Granny Kim (who I have written about before) was irresistibly irreverent. She had seemingly no filter between what was in her head and what came out of her mouth. For example the busty girl tottering down the seafront in tightest of tight, scoopiest of scooped angora sweater must clearly have heard the shrilly uttered ‘VERY uplifted’ from the neat tweed clad old woman tottering toward her. And the French neighbour of my own new to motherhood mummy proudly showing off her own newborn to Granny was asked what she had called the child. ‘James’, replied Madame. ‘And James was a very small snail’ said Granny. It’s A A Milne, from ‘The Four Friends’ but the French lady, so my mother reports, was visibly and vividly offended and operated the etiquette of ‘on ne peut plus se voir’ which as Mel of France Says explains ever eloquently her means ‘one cannot see you any more’ and literally makes the recipient invisible ever after. My mother wondered if she imagined Granny was calling her sprog a frog. She wasn’t. She was saying the first thing that popped into her head. I have the same tendency. I try to control it. I frequently fail.
So what is that preamble about. Well, with only one arm Granny had a drawer FULL of single gloves kindly donated by countless people over the years who had mislaid it’s pair. She found it ceaselessly amusing that people never stopped in their surge of waste-not-want-not good heartedness, to think that their gift was only useful if it happened to be the correct glove for Granny’s remaining hand. Therefore she had a quite magnificent collection of single gloves languishing in tissue paper which she had graciously accepted rather than burst anyone’s bubble of well meant intent.

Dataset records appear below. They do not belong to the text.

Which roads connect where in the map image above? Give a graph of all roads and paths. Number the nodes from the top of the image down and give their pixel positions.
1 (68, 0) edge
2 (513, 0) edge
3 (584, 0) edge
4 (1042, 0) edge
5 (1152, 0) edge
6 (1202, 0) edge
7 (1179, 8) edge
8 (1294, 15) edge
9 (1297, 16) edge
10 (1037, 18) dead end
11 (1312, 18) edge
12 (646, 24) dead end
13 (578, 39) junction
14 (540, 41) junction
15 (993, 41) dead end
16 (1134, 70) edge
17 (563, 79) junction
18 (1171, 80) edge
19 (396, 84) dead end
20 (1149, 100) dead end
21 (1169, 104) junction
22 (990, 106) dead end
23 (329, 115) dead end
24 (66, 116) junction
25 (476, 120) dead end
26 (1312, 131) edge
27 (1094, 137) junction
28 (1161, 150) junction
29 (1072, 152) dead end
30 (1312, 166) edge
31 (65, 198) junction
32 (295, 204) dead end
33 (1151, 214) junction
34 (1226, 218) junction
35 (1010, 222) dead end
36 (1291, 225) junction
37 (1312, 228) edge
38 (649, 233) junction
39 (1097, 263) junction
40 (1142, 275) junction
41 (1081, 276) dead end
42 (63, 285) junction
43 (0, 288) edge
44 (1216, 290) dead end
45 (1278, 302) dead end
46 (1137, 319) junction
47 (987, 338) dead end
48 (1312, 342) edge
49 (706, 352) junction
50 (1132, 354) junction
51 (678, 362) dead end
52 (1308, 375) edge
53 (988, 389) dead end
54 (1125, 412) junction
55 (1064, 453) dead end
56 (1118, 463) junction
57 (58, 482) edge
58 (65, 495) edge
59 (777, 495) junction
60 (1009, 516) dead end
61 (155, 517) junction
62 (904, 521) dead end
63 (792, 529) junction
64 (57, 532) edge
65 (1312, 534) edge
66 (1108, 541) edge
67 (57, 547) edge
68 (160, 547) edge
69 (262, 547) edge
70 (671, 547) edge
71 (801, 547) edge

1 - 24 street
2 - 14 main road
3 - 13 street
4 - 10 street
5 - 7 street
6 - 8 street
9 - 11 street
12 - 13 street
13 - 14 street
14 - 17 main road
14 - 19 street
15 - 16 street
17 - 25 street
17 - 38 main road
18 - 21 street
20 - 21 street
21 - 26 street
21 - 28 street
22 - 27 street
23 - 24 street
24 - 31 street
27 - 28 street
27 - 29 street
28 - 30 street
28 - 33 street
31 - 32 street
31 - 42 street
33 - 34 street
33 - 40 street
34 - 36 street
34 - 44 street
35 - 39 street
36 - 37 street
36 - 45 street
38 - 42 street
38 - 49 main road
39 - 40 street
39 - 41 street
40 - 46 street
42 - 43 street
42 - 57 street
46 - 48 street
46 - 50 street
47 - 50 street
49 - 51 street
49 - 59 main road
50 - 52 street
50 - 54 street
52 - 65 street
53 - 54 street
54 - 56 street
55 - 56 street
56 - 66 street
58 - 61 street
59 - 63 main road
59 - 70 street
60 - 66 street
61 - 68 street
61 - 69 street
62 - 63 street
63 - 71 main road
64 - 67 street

Which brings me to Grenoble. Grenoble was, for many years the capital of glove-making in France. The giants of glove-making made fortunes and the most revered of all was a man named Xavier Jouvin. He has an entire quartier dedicated to his name – looking over the river it is lovely and there is a large statue of him in the middle of it’s main square. I have become very fascinated with Xav and found out that he is most revered for having created a form of mass-production of gloves. He fashioned a machine that could cut up to SIX pairs, six mind you, of identical gloves at one go. Breathtaking in 1838. When I leave Grenoble, it will be with a pair of hand-made Grenoblois gloves to remember my time by.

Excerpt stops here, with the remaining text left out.